20/05/2022
Jeu de Paume,
Paris
Dans la continuité de son concert de janvier dernier aux Instants Chavirés, Sébastien Roux poursuit son travail de recherche sonore. Cette fois-ci, c’est autour de la disparition du son qu’il s’est concentré, pour une prestation donnée dans la première salle d’exposition du rez-de-chaussée du Jeu de Paume, et majoritairement interprétées par un trio alto-violoncelle-voix. Placé un peu en retrait de ces trois intervenants, Sébastien Roux présenta le programme, avant de s’attacher à lancer quelques composants électroniques, en complément des participations du trio.
Huit courtes pièces constituaient ce concert de début de soirée, réalisé devant un public plutôt nombreux et averti. Pour chaque pièce, il s’agissait, donc, d’illustrer les méthodes de disparition du son : fondu en sortie, recouvrement d’un son par un autre, enfouissement sous un amas sonore, arrêt net, fusion de deux sons pour ne plus en faire qu’un, etc… Après deux premières pistes sans électronique, celle-ci arriva pour Dans le Nuage de Bruit, morceau dans lequel un souffle composite, se chargeant progressivement de granulosité, prit toute son ampleur, a fortiori servi par la taille de la vaste salle aux murs blancs du musée, jusqu’à recouvrir les notes répétées de l’alto de Cyprien Busolini.

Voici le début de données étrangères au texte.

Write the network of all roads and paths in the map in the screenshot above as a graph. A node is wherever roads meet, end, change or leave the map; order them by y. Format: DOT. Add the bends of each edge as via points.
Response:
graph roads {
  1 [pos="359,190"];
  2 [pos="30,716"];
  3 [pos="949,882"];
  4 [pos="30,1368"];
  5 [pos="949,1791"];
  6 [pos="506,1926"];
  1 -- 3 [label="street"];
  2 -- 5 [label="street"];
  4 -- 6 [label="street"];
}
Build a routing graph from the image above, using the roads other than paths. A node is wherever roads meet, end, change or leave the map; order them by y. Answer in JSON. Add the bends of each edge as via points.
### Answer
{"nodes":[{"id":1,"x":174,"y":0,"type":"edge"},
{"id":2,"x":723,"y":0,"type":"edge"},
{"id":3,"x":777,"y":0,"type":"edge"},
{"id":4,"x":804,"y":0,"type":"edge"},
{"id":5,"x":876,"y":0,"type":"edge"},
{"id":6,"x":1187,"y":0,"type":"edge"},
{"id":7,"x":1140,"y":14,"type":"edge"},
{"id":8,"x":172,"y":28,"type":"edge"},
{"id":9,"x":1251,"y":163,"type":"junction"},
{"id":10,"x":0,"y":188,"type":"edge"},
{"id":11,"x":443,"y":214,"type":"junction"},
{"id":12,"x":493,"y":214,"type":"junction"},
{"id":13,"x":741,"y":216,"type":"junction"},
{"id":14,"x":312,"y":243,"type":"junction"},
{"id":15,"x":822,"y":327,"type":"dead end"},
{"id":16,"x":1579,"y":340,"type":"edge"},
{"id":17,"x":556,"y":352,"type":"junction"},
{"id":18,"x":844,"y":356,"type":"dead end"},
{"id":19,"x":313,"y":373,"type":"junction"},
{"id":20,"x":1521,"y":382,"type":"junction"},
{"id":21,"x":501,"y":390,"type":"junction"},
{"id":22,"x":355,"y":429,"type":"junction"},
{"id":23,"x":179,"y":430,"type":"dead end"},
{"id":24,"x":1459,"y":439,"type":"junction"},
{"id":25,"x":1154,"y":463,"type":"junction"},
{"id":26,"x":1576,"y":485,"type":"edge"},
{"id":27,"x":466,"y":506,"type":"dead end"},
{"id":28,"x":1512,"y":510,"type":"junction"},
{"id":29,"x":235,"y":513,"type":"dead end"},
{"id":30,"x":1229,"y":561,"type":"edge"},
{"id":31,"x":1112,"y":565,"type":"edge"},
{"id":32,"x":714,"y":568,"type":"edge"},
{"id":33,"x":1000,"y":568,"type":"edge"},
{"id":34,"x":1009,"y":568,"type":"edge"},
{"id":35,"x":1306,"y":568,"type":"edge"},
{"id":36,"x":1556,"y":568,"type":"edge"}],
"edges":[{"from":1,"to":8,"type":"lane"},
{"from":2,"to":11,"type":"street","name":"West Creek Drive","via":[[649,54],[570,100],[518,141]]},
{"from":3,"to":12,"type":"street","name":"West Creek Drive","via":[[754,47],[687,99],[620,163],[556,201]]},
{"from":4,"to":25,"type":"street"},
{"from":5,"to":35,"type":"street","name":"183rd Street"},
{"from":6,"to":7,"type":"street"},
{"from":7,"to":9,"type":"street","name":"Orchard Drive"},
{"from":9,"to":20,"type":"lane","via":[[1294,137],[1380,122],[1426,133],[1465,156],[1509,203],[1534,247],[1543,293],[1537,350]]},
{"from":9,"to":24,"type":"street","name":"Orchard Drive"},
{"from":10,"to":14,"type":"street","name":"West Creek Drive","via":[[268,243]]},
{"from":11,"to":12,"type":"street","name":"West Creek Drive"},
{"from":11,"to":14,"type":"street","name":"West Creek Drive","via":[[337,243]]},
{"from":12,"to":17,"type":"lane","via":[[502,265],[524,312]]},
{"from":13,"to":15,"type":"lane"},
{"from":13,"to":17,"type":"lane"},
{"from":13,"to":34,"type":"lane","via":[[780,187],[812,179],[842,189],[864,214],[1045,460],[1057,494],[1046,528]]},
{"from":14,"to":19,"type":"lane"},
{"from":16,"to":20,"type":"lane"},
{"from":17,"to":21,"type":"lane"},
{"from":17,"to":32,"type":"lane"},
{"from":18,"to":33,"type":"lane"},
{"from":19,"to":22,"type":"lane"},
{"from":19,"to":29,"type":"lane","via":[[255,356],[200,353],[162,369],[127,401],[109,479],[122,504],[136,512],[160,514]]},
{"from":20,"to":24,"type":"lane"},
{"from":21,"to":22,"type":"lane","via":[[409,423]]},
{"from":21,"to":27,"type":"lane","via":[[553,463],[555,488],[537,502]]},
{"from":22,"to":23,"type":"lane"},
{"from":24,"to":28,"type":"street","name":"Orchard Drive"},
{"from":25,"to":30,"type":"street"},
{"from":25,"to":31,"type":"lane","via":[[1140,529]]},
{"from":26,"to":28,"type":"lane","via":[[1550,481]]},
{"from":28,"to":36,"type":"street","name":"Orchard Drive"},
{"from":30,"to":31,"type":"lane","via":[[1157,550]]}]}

Habitués, avec la violoncelliste Deborah Walker, de la musique contemporaine ou expérimentale (Stephen O’Malley, Bertrand Denzler, Jean-Luc Guionnet ou Quentin Sirjacq les ont, par exemple, sollicités), les deux joueurs de cordes purent, plus tard, offrir une pièce flirtant avec la disharmonie, leurs deux notes jouées simultanément frottant légèrement l’une contre l’autre, avant de se retrouver.
Également assis à leurs côtés, Yannick Guédon livrait des vocalises, reprenant une note de corde une fois l’instrument tu, ou bien s’ajustant sur celles tenues par l’alto et le violoncelle pour ne former qu’un seul tout. Plus encore, dans 35 Combinaisons (pour Fred B.), les trois intervenants présentèrent quelque chose de doux et profond, variant à tour de rôle de notes pour ces 35 petits assemblages. Au total, l’ensemble pouvait sembler un peu trop aride et manquant un peu de densité, celle-ci étant principalement apportée quand l’électronique entrait en scène. Cet aspect très minimaliste se manifestait, d’ailleurs, par le fait que les partitions des huit pièces tenaient sur simplement deux feuilles, manière d’établir la minceur d’une proposition qui trouvait, néanmoins, assurément sa place dans ce lieu.